What to do: Locate the string "Eilersweg" in the records below. Copy every line where it occurs.

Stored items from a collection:
━━━━━━

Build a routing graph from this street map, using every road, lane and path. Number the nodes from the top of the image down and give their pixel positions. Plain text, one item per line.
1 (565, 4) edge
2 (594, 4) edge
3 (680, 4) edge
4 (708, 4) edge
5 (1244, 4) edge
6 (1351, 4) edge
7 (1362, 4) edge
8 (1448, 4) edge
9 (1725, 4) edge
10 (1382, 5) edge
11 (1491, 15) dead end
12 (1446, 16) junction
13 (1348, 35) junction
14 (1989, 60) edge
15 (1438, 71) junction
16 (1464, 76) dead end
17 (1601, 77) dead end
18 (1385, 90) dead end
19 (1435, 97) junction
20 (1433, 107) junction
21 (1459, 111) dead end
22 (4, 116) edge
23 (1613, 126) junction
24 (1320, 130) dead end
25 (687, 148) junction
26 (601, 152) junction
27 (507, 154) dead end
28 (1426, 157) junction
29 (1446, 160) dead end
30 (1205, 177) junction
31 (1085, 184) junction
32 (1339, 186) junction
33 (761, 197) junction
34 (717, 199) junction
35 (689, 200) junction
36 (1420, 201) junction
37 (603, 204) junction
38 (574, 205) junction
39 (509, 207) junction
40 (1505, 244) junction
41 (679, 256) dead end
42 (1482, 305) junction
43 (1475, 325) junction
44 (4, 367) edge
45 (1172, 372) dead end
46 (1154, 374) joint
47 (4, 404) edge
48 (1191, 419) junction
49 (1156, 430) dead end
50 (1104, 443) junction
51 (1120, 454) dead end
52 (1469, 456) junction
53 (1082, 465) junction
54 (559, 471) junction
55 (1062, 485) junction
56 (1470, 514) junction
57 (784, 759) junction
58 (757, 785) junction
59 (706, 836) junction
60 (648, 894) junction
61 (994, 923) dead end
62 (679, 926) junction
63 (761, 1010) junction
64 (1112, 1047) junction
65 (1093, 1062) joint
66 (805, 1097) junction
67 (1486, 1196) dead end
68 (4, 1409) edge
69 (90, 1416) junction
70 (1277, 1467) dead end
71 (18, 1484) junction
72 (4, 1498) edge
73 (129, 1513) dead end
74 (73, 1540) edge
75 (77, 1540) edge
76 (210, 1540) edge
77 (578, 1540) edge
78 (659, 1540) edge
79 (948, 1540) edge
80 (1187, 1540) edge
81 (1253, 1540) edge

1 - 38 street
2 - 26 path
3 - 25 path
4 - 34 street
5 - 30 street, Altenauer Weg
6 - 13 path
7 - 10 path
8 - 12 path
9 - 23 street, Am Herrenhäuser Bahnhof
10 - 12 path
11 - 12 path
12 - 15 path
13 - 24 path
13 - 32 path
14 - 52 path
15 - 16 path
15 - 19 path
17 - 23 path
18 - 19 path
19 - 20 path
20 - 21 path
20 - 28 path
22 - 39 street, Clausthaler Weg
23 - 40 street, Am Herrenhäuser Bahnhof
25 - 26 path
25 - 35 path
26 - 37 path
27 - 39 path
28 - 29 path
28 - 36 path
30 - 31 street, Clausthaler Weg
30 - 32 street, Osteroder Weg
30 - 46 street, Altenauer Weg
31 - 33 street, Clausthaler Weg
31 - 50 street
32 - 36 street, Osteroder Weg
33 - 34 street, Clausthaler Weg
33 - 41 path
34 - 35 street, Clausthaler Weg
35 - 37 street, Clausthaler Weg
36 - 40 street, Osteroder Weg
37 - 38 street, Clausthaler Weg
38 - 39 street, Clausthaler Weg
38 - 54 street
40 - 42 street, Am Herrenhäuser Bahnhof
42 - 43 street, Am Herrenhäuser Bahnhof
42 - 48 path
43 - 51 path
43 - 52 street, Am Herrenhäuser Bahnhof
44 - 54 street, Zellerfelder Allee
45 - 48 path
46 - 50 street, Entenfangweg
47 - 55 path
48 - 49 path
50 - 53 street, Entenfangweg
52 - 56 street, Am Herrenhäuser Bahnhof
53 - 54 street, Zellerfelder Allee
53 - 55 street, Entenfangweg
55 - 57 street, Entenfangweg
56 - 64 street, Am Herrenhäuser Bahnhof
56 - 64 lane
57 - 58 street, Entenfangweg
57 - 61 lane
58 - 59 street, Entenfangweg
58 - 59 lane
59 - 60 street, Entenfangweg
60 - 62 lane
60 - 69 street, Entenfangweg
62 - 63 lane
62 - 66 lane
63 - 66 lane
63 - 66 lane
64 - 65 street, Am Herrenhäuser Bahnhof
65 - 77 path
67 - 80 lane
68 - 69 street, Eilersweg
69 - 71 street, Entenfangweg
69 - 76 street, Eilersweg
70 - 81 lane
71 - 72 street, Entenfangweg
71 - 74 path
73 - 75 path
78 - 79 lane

━━━━━━

Reply:
68 - 69 street, Eilersweg
69 - 76 street, Eilersweg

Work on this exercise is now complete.